** Given data **
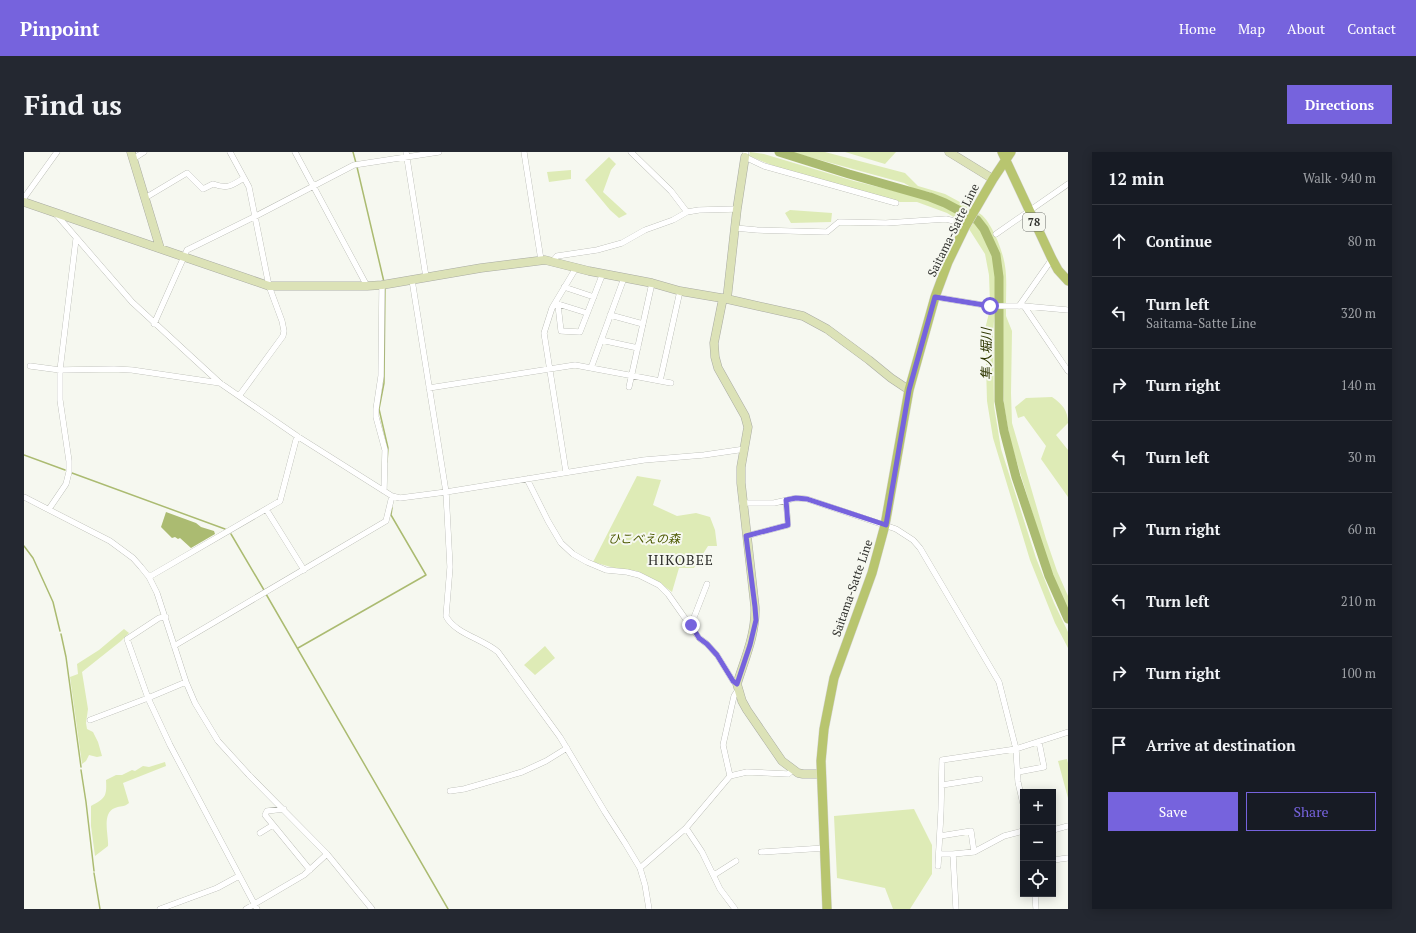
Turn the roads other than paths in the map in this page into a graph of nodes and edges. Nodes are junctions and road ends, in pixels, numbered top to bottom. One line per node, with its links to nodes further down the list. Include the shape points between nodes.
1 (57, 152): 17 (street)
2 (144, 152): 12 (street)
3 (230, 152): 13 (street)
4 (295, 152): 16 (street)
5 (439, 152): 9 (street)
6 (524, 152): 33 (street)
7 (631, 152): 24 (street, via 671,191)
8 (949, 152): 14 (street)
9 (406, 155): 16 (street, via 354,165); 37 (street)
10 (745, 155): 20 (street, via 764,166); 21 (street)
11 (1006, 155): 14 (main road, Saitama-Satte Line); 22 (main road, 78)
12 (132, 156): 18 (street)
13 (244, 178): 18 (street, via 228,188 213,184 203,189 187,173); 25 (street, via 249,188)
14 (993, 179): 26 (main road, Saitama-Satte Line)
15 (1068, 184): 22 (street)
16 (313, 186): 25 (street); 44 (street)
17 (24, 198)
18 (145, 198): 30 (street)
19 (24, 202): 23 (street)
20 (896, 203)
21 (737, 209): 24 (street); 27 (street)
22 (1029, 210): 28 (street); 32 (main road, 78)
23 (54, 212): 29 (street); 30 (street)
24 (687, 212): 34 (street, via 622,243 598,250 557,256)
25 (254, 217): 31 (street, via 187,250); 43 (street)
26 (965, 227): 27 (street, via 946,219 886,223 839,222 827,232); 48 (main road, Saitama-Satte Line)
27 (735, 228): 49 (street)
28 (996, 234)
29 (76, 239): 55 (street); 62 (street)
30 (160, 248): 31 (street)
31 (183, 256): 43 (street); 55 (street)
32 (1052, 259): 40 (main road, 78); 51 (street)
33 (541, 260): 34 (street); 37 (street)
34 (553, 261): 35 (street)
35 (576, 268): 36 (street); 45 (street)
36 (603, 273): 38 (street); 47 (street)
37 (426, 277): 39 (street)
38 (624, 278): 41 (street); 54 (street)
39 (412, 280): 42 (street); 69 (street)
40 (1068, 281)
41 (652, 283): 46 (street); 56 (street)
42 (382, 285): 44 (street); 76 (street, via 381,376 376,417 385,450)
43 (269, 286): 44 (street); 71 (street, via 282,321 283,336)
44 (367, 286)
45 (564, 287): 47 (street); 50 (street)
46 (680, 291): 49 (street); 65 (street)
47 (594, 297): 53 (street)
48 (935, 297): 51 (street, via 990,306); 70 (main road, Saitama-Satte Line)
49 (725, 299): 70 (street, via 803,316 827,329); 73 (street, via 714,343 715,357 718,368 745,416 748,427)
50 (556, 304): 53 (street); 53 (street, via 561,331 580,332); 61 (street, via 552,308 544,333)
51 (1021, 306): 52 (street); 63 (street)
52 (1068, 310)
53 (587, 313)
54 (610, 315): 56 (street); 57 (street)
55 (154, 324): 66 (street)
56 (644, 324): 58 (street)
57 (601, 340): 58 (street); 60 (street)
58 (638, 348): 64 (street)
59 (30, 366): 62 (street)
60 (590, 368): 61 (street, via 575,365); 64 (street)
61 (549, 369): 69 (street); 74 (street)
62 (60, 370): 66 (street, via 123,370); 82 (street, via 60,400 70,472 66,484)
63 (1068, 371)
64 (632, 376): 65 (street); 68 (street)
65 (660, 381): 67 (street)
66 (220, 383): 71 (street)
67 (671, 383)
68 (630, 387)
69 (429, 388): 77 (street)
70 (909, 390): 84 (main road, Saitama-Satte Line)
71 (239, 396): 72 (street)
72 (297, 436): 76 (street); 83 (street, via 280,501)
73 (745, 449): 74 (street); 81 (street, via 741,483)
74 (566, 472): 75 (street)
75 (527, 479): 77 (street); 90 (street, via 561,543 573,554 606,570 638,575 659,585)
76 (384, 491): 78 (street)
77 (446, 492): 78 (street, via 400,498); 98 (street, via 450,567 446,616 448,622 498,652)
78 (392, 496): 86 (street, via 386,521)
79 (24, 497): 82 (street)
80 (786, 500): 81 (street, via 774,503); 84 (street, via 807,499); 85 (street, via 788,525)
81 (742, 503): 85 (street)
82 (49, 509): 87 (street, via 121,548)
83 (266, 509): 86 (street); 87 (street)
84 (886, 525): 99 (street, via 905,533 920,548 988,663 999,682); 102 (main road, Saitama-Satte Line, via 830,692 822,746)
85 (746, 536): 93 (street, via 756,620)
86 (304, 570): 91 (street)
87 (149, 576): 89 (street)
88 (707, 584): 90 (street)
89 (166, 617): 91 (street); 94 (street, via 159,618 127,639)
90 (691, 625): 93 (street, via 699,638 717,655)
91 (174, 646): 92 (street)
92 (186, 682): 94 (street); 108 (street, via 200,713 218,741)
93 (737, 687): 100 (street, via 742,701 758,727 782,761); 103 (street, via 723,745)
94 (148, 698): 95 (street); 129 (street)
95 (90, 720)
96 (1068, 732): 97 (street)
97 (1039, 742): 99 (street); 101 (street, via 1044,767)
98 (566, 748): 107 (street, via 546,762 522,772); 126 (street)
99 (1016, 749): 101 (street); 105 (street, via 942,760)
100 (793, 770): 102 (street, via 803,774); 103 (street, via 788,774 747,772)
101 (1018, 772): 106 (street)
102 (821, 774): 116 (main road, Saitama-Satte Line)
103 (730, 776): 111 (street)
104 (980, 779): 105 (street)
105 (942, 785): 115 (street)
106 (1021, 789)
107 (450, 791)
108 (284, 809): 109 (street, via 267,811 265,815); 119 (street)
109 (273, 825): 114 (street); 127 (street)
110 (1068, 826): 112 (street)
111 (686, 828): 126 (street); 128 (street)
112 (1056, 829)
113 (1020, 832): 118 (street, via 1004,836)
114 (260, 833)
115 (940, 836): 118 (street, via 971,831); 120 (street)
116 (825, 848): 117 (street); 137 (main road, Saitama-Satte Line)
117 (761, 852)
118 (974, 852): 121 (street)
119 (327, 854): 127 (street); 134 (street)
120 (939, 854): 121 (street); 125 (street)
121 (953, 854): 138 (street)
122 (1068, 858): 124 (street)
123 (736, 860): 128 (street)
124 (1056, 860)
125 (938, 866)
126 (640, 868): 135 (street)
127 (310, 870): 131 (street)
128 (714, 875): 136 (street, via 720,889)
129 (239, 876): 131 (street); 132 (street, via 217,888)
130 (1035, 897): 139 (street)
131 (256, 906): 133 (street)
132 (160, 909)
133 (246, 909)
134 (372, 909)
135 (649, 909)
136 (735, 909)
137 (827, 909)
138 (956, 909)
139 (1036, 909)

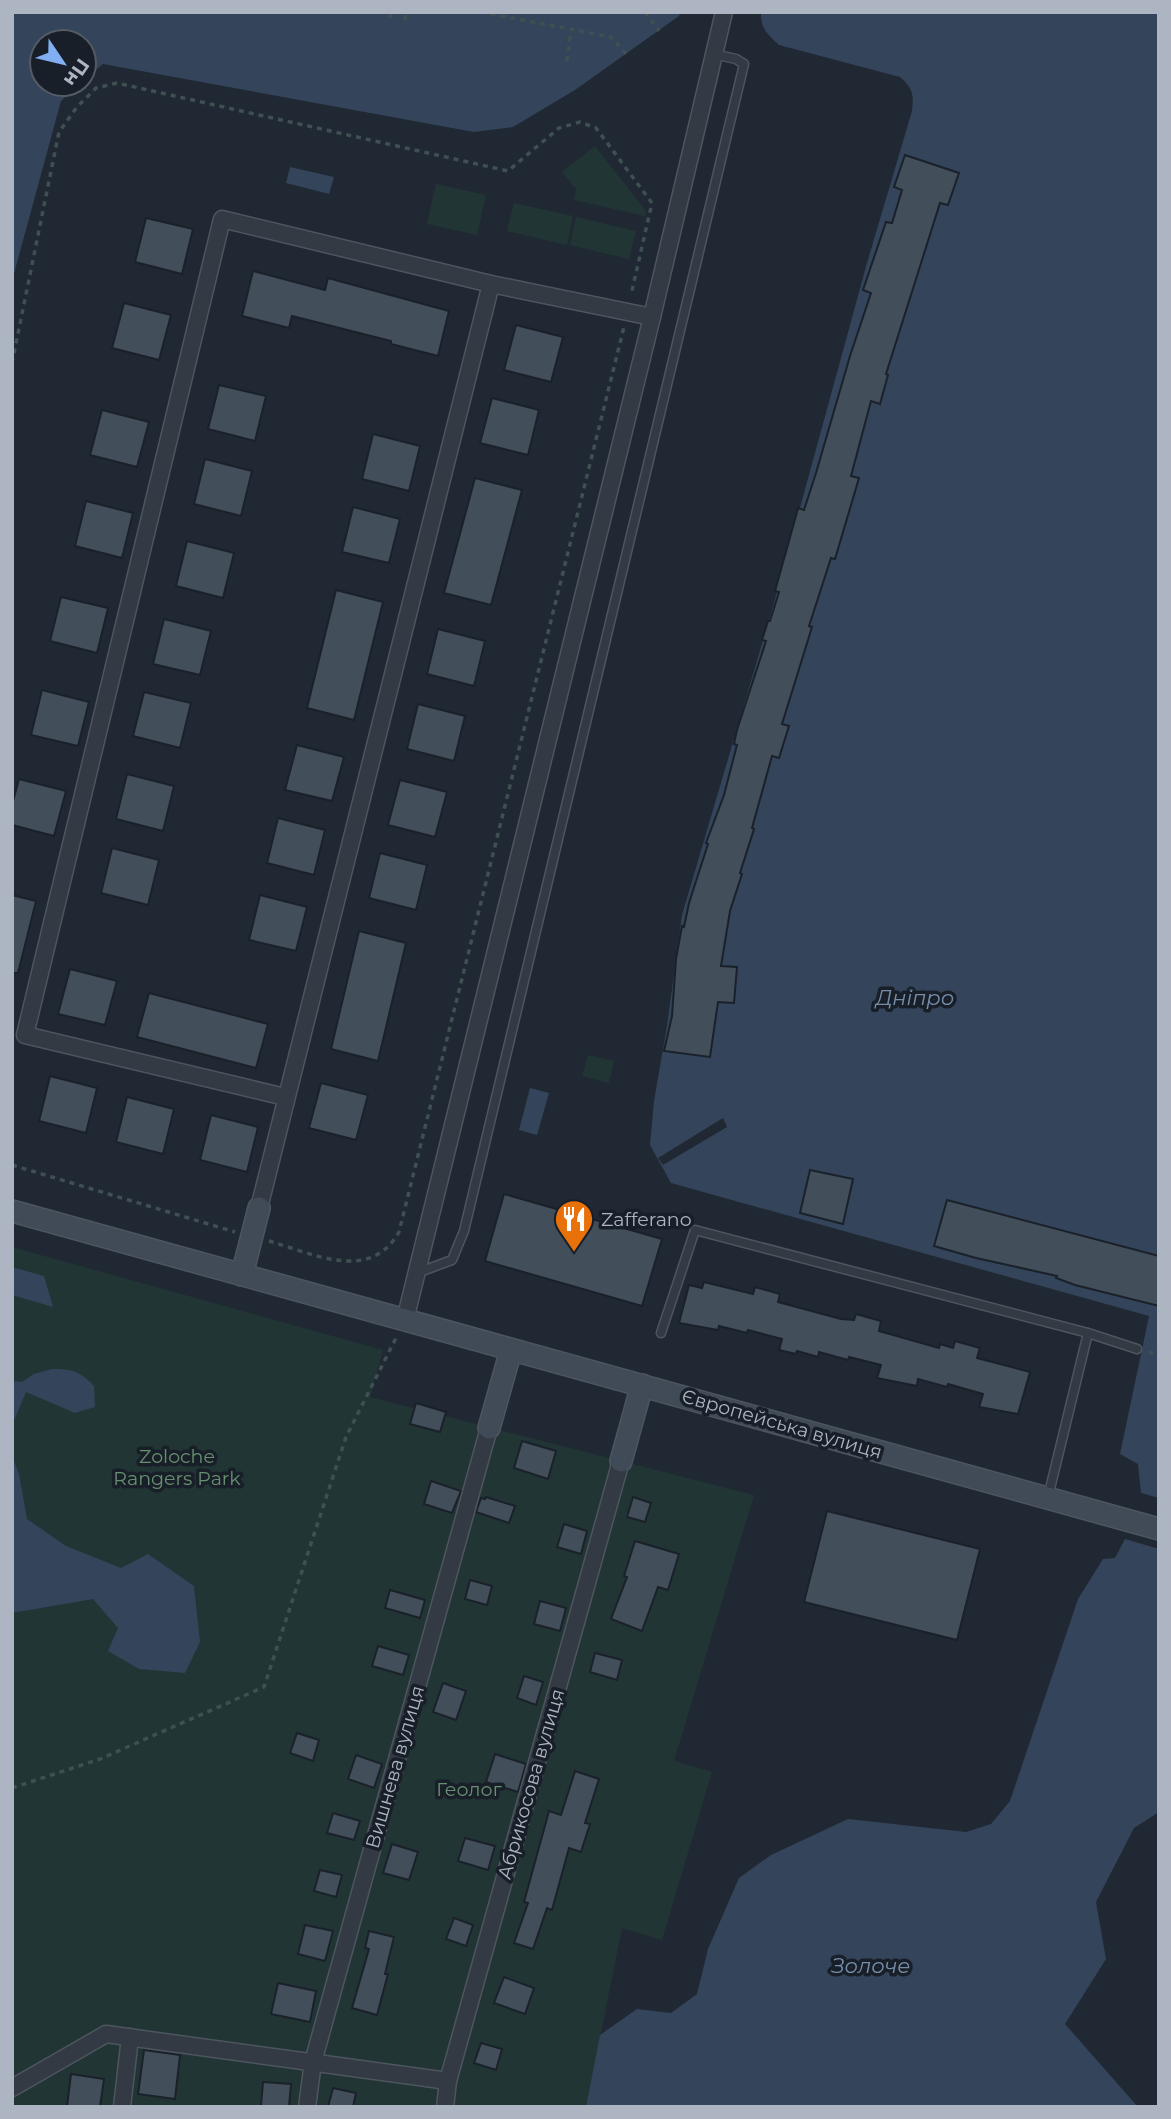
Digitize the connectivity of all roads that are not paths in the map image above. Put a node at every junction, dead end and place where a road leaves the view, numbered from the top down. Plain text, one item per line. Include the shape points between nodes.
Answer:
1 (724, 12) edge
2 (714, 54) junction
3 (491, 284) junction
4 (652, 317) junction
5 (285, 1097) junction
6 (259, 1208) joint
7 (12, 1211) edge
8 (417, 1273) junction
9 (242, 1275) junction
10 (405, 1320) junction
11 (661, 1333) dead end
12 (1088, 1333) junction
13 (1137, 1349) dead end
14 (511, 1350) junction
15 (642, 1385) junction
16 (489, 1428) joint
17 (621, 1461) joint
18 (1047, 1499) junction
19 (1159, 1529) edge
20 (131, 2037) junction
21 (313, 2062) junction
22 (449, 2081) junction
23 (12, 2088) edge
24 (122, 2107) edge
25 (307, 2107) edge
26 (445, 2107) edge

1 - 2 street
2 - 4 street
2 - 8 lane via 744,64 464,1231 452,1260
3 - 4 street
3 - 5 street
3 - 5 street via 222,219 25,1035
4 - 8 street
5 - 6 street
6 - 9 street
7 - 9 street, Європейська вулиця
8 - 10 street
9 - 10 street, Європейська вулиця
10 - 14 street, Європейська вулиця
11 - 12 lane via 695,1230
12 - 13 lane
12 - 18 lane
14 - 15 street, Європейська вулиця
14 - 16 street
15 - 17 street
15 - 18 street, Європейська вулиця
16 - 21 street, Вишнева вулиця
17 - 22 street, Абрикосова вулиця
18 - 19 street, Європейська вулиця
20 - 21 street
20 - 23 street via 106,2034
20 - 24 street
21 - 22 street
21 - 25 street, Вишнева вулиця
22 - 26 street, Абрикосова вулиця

** Activity **
The lines to set down, exactly and with both ends included, run from the one containing "Digitize the connectivity" to the last line of the data above.

** Written response **
Digitize the connectivity of all roads that are not paths in the map image above. Put a node at every junction, dead end and place where a road leaves the view, numbered from the top down. Plain text, one item per line. Include the shape points between nodes.
Answer:
1 (724, 12) edge
2 (714, 54) junction
3 (491, 284) junction
4 (652, 317) junction
5 (285, 1097) junction
6 (259, 1208) joint
7 (12, 1211) edge
8 (417, 1273) junction
9 (242, 1275) junction
10 (405, 1320) junction
11 (661, 1333) dead end
12 (1088, 1333) junction
13 (1137, 1349) dead end
14 (511, 1350) junction
15 (642, 1385) junction
16 (489, 1428) joint
17 (621, 1461) joint
18 (1047, 1499) junction
19 (1159, 1529) edge
20 (131, 2037) junction
21 (313, 2062) junction
22 (449, 2081) junction
23 (12, 2088) edge
24 (122, 2107) edge
25 (307, 2107) edge
26 (445, 2107) edge

1 - 2 street
2 - 4 street
2 - 8 lane via 744,64 464,1231 452,1260
3 - 4 street
3 - 5 street
3 - 5 street via 222,219 25,1035
4 - 8 street
5 - 6 street
6 - 9 street
7 - 9 street, Європейська вулиця
8 - 10 street
9 - 10 street, Європейська вулиця
10 - 14 street, Європейська вулиця
11 - 12 lane via 695,1230
12 - 13 lane
12 - 18 lane
14 - 15 street, Європейська вулиця
14 - 16 street
15 - 17 street
15 - 18 street, Європейська вулиця
16 - 21 street, Вишнева вулиця
17 - 22 street, Абрикосова вулиця
18 - 19 street, Європейська вулиця
20 - 21 street
20 - 23 street via 106,2034
20 - 24 street
21 - 22 street
21 - 25 street, Вишнева вулиця
22 - 26 street, Абрикосова вулиця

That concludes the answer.